Round 5 goes to HECM for the credit line growth rate and the fact that the line cannot be closed like a HELOC at the banks discretion.
Round 6: Interest
HECM: Reverse mortgages have the option of a fixed rate or an adjustable rate. Only the adjustable rate will allow for a line of credit. The rate is based on the 1 month LIBOR plus a margin. The loan has a life cap of 10% above the start rate. So, for example, if the starting rate is 2.50%, the max the interest rate can go to is 12.50%. Interest paid on a reverse mortgage is only tax deductible the year it’s been paid, which for most people will not be until the loan is paid off. Consult a tax adviser.
HELOC: HELOCs are typically tied to Prime plus a margin. Many have a life cap like the HECM, however not all HELOCs are created equal. Many offer a lower introductory rate, which will increase shortly after closing. Be sure to read the fine print. Some HELOCs may allow interest rates to climb to 18%. Interest paid on a HELOC may or may not be tax deductible. Your CPA will know that answer.
Round 6 goes to HECM due to more specific terms.
Round 7: Required Loan Payments
HECM: A reverse mortgage requires NO monthly mortgage payments until the loan terminates. This is one of the main reasons seniors will choose a HECM over a HELOC. No payments frees up much needed cash for day to day living expenses.
HELOC: Typical HELOCs will require that at minimum an interest only payment be made. Payments will increase as the loan balance increases.
Round 7 goes to HECM for no monthly payments.
Round 8: Annual Fees to Keep Account Open and Active
HECM: A reverse mortgage will not charge a fee to keep the loan open.
HELOC: Many HELOCs charge an annual fee to keep the line of credit open.
Round 8 goes to HECM for no additional annual fees
Who won the bout in your eyes? Each individual’s situation is unique and can’t be addressed by blanket statements. In general, the main benefit of a HECM reverse mortgage over a HELOC is that reverse mortgages do not require monthly mortgage payments, while a HELOC does. A reverse mortgage need only be paid back at a maturity event such as the death of the last surviving spouse, if the property is no longer the borrowers primary residence, the borrower fails to pay taxes and insurance and/or fails to maintain the property. With a HELOC, the bank has the right to close the line anytime they choose.

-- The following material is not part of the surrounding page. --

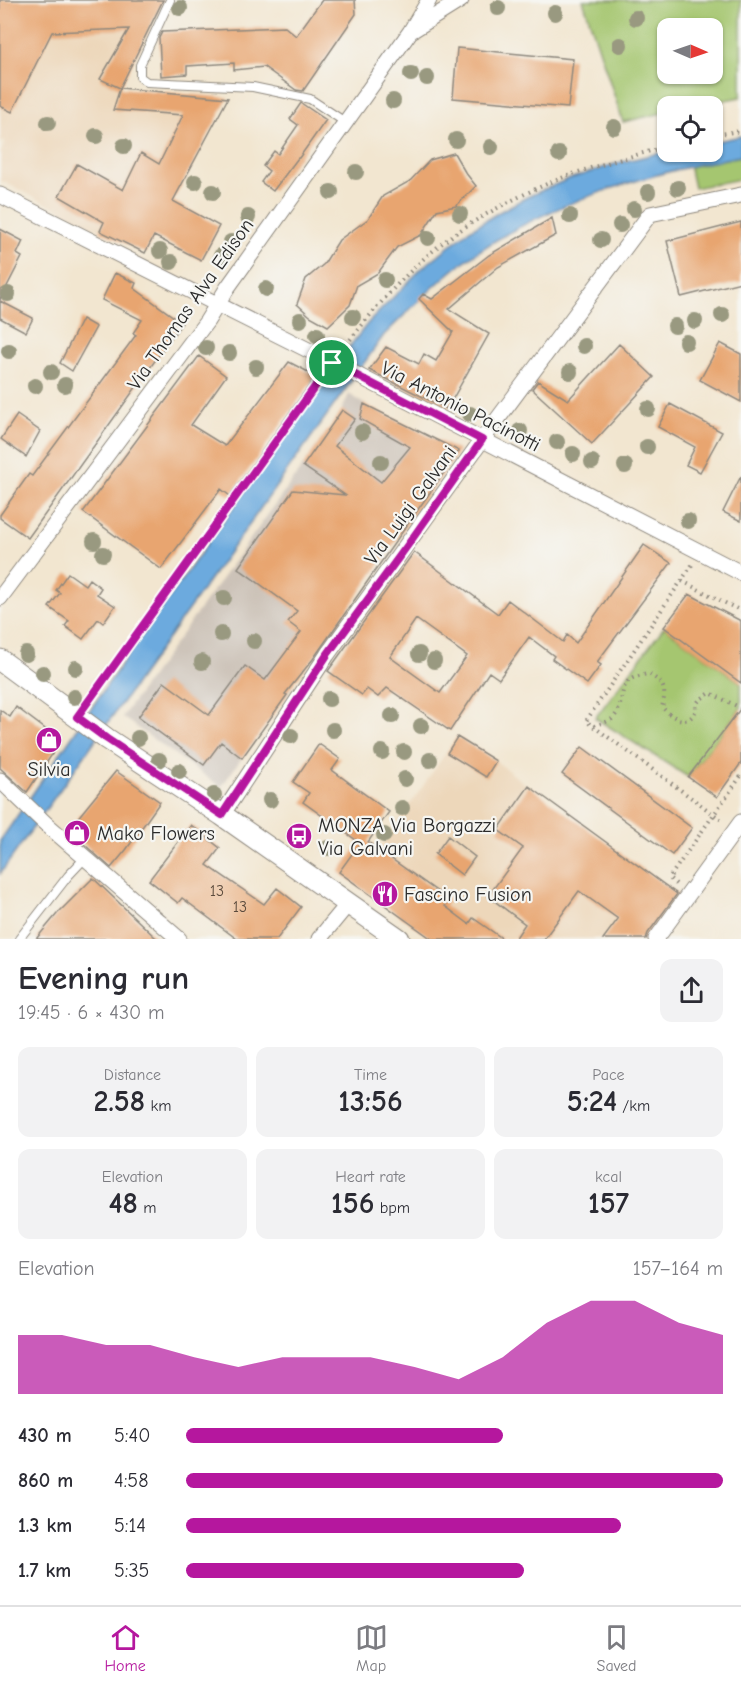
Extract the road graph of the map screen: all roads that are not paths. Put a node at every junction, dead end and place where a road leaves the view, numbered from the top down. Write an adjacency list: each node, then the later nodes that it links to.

The main advantage of a HELOC is the lower upfront costs. Although, the reverse mortgage has evolved to include the HECM Saver, with reduces upfront Mortgage Insurance Premiums (MIP), lowering the overall cost.
When trying to decide between the two loan types, the first question you should ask yourself is if you have the financial capacity to make monthly payments on a HELOC. If the answer is no, then odds are, you may not even qualify for the loan in the first place. Another important question is how long you plan on staying in your home. A short-term solution may be a HELOC. A HECM may be better for homeowners who plan on staying in their home for longer periods of time.
Ultimately, the decision rests in your hands to determine which loan best meets your needs.